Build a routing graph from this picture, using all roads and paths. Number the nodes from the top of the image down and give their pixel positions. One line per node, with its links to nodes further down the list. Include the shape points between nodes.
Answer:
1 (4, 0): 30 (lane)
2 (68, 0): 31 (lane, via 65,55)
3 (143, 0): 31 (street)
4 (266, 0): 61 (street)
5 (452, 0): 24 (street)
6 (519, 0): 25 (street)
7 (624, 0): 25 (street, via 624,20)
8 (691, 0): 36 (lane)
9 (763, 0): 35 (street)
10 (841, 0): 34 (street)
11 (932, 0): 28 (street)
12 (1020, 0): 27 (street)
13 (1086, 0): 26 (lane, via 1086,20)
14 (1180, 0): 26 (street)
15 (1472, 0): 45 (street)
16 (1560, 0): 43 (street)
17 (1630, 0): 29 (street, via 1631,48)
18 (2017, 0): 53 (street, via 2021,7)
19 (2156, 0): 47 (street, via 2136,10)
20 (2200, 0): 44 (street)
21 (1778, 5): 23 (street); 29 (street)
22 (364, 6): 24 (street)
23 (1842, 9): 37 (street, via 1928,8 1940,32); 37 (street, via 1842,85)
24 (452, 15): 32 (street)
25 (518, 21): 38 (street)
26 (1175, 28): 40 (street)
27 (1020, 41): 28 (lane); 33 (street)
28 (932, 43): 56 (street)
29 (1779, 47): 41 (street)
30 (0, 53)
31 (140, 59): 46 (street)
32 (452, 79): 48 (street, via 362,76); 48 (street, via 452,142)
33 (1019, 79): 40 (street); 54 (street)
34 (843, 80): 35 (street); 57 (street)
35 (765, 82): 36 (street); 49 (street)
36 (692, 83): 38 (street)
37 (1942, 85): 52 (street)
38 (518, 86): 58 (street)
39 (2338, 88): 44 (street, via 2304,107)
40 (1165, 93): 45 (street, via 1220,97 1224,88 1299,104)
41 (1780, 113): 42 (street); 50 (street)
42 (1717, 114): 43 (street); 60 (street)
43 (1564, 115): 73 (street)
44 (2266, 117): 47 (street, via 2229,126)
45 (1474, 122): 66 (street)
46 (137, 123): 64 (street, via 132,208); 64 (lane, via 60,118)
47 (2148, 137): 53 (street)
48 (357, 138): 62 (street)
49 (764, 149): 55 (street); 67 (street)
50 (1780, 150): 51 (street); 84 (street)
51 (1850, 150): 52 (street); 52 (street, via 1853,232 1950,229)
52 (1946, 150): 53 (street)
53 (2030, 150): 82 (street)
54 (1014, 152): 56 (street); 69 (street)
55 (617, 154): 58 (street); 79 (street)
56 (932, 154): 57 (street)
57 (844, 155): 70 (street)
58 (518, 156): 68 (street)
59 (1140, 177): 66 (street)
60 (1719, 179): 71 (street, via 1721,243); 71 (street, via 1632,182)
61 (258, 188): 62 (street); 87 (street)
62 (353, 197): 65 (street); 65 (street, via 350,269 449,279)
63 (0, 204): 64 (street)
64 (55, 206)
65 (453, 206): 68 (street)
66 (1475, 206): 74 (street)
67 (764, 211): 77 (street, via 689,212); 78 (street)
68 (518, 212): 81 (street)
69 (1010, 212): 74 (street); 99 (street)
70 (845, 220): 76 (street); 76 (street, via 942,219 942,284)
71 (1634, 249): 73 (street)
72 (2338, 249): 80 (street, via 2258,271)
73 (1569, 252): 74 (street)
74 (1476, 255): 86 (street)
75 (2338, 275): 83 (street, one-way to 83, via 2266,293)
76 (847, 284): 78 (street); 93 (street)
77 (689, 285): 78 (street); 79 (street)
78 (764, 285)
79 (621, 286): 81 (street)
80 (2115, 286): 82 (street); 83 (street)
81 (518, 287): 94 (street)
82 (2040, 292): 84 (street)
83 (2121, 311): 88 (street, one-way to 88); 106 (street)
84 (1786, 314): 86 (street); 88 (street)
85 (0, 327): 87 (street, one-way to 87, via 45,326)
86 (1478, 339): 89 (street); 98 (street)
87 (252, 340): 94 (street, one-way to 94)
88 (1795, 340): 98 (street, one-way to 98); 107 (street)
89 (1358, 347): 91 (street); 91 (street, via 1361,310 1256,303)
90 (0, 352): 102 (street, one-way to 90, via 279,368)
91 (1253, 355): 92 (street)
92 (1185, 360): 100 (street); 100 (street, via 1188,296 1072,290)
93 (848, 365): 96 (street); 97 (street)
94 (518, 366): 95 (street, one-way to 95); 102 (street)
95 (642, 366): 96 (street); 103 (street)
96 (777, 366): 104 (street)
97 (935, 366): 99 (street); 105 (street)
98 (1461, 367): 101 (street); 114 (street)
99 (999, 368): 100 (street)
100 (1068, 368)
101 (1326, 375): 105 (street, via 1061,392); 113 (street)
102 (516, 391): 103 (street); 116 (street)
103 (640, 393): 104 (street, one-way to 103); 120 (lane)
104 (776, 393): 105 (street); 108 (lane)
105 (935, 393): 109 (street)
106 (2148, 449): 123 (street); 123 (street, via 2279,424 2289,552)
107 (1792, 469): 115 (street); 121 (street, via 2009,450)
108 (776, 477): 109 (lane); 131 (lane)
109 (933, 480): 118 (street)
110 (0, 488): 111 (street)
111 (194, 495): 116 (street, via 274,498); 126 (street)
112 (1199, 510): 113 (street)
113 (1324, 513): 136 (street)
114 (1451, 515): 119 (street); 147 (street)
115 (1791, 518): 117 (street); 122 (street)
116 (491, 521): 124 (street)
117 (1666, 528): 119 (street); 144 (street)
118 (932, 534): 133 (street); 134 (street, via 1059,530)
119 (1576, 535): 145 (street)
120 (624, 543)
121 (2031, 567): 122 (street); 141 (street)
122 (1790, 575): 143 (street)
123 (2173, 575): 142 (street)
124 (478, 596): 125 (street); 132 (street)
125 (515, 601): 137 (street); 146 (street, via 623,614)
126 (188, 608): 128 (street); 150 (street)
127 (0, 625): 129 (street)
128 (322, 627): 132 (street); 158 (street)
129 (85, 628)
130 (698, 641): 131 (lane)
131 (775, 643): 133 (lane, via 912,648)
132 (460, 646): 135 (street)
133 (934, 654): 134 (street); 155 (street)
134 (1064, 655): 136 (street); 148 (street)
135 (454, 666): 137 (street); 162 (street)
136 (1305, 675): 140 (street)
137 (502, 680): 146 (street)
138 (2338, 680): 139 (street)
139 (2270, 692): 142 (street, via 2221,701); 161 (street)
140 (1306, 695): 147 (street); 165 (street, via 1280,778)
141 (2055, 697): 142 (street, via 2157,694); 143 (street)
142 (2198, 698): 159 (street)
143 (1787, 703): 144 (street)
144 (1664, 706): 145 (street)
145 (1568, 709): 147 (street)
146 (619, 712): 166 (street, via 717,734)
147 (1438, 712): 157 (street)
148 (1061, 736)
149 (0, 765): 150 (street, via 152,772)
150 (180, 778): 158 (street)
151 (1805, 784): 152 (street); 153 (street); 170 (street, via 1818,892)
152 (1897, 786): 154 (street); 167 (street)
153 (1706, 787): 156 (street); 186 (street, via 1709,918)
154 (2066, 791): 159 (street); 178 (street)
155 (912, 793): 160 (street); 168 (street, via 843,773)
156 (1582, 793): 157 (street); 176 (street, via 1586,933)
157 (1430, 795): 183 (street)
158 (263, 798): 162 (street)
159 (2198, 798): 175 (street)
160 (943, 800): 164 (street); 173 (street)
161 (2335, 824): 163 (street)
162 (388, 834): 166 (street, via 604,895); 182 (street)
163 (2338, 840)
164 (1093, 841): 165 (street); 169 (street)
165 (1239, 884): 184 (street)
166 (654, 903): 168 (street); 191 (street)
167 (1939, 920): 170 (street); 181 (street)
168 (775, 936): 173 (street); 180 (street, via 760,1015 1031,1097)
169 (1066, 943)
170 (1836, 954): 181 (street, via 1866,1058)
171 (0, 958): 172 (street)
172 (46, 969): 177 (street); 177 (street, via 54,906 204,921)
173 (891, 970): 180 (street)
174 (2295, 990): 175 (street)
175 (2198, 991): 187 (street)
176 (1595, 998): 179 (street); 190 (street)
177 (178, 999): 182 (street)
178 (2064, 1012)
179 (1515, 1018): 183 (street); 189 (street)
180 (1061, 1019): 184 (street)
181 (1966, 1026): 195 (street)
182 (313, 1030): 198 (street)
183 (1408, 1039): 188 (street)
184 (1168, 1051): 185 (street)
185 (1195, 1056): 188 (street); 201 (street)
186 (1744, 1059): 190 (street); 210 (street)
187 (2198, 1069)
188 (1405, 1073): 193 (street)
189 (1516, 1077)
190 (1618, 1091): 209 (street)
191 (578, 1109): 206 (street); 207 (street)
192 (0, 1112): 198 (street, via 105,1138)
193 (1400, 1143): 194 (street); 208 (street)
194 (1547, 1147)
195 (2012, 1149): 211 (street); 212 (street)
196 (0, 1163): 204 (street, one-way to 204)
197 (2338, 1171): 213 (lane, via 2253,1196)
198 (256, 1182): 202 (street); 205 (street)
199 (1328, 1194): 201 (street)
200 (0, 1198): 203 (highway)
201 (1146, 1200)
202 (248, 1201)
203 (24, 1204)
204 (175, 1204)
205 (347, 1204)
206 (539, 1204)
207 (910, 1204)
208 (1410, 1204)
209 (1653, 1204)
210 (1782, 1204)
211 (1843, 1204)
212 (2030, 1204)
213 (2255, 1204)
════
## [WORK INSTRUCTION]
All lines in the entries above that include "lane" should be found and copied.

## [YOUR RESPONSE]
1 (4, 0): 30 (lane)
2 (68, 0): 31 (lane, via 65,55)
8 (691, 0): 36 (lane)
13 (1086, 0): 26 (lane, via 1086,20)
27 (1020, 41): 28 (lane); 33 (street)
46 (137, 123): 64 (street, via 132,208); 64 (lane, via 60,118)
103 (640, 393): 104 (street, one-way to 103); 120 (lane)
104 (776, 393): 105 (street); 108 (lane)
108 (776, 477): 109 (lane); 131 (lane)
130 (698, 641): 131 (lane)
131 (775, 643): 133 (lane, via 912,648)
197 (2338, 1171): 213 (lane, via 2253,1196)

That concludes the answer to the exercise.